═════ Records for the exercise

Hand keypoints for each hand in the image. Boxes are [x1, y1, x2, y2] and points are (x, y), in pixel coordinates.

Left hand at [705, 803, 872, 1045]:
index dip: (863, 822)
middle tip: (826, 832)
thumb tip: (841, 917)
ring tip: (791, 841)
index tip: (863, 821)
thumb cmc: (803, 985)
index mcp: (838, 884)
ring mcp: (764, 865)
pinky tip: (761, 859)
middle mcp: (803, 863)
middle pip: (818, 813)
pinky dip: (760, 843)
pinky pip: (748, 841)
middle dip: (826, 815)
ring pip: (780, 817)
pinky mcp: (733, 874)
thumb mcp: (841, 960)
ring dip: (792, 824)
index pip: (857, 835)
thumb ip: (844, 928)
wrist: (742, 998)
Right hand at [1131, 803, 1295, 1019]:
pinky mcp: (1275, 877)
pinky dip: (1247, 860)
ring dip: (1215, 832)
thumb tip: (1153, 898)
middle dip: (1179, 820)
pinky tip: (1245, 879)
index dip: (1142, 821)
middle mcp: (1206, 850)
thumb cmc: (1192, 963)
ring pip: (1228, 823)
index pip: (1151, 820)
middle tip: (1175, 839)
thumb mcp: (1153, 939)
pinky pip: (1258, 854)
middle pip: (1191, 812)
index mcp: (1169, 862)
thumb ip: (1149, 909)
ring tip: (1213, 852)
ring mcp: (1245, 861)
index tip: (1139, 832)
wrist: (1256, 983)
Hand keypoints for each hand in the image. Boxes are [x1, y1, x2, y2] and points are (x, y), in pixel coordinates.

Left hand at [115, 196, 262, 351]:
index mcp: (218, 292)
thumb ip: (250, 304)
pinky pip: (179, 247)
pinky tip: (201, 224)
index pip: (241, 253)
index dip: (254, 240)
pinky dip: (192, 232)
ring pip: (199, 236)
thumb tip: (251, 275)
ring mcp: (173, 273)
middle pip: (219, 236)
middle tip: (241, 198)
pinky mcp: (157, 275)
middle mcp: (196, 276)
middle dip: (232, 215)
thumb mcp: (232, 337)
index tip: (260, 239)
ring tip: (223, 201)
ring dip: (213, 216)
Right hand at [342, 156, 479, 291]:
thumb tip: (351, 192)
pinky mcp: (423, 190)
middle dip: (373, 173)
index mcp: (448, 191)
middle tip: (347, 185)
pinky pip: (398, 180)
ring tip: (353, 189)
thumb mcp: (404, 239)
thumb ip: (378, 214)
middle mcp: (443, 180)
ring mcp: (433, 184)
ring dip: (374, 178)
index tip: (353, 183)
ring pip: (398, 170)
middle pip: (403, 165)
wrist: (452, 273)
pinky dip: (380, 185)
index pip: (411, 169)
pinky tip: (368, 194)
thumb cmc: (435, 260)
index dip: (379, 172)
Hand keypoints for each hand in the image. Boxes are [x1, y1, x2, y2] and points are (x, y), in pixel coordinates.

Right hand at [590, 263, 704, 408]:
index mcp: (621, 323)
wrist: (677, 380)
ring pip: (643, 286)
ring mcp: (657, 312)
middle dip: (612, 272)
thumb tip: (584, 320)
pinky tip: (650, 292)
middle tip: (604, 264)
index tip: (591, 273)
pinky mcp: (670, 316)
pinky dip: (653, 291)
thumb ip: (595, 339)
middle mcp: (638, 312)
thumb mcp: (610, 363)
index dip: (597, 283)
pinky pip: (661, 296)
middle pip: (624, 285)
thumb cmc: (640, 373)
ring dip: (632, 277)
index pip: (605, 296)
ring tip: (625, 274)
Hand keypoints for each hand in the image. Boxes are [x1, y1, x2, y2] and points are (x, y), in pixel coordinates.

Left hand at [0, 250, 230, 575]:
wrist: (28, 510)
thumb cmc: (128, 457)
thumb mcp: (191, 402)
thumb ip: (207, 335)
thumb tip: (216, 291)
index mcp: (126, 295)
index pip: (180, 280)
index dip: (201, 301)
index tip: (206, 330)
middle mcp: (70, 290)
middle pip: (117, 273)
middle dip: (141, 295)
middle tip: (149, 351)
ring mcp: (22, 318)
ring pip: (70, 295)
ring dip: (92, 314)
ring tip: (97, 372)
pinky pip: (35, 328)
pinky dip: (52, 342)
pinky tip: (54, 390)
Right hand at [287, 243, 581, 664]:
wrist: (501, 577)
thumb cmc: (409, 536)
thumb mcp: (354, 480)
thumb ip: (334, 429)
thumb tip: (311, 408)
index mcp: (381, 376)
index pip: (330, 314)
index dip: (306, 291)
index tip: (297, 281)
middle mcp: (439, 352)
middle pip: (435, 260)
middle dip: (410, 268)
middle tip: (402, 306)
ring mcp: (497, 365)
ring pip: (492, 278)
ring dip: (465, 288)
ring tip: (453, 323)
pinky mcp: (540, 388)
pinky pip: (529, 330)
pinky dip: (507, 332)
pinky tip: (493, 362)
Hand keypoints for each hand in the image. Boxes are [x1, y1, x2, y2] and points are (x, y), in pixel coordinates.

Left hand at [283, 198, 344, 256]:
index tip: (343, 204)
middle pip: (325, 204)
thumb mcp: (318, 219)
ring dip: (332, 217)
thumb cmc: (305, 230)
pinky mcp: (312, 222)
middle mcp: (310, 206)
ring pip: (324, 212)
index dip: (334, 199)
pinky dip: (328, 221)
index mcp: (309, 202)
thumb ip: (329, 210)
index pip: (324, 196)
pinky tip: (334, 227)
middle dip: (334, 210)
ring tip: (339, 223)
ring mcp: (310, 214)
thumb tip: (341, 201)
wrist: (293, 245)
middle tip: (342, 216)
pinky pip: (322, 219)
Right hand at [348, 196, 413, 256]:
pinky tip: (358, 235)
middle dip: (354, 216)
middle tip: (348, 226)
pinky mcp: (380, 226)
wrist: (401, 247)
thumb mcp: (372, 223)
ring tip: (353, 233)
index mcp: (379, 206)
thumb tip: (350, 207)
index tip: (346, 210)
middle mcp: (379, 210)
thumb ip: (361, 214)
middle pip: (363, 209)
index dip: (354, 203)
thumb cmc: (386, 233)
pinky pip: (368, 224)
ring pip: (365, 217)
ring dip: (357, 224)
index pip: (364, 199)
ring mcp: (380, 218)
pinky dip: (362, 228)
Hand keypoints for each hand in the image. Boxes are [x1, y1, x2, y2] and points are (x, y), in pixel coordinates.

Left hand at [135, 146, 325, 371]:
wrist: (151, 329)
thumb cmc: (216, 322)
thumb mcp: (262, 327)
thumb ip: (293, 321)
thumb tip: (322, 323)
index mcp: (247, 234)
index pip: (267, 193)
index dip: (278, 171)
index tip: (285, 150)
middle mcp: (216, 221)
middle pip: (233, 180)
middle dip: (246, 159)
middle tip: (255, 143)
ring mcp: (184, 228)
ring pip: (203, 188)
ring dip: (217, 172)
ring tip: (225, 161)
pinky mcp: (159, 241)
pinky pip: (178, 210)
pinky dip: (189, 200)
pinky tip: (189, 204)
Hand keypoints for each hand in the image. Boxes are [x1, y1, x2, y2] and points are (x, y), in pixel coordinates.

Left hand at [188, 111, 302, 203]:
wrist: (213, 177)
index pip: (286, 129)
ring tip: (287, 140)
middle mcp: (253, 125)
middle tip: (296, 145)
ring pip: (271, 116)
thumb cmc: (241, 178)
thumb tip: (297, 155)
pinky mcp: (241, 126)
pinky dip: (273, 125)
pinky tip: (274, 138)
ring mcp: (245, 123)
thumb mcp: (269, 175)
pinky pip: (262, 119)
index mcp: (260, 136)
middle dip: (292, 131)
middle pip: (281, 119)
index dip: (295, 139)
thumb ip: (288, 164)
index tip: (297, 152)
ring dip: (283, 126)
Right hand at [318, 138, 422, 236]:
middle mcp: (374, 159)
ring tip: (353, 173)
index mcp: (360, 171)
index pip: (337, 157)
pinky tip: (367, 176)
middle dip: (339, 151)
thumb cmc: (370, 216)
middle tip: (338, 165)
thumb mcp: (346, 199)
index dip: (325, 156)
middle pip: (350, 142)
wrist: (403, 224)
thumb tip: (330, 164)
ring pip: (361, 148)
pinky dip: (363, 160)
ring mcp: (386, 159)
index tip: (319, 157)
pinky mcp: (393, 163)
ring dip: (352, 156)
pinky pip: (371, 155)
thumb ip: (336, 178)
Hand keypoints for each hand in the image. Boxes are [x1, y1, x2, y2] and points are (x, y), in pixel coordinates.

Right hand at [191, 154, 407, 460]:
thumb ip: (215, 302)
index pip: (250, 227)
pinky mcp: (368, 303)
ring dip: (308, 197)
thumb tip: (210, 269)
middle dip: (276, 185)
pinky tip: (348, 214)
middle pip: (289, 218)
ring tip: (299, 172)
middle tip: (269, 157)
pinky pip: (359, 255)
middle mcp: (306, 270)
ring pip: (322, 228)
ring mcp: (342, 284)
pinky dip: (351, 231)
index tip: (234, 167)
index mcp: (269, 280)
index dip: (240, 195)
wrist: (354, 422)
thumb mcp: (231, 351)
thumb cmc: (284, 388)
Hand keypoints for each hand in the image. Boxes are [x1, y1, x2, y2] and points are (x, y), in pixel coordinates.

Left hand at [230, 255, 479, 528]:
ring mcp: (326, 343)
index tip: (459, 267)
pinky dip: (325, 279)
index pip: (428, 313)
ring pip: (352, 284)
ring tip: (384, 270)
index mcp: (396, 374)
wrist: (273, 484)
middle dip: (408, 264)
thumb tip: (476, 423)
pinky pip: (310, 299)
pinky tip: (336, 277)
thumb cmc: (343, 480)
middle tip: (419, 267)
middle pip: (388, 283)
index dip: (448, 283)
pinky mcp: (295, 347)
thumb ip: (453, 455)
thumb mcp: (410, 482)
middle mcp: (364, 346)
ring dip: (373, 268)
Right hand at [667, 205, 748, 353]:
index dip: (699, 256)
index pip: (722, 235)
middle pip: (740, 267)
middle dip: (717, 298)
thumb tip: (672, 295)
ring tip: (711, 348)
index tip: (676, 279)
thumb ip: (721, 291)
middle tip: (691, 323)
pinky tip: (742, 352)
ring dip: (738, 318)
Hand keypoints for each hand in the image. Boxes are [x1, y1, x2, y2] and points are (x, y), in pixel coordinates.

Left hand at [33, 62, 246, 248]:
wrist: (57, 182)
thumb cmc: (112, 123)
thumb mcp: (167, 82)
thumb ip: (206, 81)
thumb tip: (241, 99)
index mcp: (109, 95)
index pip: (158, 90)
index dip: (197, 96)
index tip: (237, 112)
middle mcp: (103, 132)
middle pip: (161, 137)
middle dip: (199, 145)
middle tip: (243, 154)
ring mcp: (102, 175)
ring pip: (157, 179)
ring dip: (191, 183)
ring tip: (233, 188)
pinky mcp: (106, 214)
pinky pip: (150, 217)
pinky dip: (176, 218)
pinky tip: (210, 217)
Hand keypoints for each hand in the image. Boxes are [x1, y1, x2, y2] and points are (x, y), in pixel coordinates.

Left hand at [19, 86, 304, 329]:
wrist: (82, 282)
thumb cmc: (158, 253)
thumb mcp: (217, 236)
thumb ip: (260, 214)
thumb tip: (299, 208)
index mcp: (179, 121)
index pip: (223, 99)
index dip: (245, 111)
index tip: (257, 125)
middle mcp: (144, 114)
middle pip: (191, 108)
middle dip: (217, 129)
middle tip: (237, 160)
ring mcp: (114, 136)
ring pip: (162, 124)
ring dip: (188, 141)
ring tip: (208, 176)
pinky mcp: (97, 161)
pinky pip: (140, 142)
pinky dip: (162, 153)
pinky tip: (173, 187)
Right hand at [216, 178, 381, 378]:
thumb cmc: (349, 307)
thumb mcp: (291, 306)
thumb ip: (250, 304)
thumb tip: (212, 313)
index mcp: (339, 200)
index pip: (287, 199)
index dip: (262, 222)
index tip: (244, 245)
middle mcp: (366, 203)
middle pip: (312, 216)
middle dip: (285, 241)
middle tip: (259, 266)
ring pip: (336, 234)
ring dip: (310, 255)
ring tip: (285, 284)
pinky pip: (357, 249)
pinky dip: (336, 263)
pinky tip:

══════════

Exercise details: Of the entries above, transcribe exactly those lines that fall between the line containing "index pip: (722, 235)" and the line containing "thumb cmc: (112, 123)", together with those two lines.

Reply to the task:
index pip: (722, 235)
middle pip: (740, 267)
middle dip: (717, 298)
thumb tip: (672, 295)
ring tip: (711, 348)
index tip: (676, 279)
thumb ip: (721, 291)
middle tip: (691, 323)
pinky tip: (742, 352)
ring dip: (738, 318)
Hand keypoints for each hand in the image. Boxes are [x1, y1, x2, y2] and points are (x, y), in pixel coordinates.

Left hand at [33, 62, 246, 248]:
wrist: (57, 182)
thumb cmc: (112, 123)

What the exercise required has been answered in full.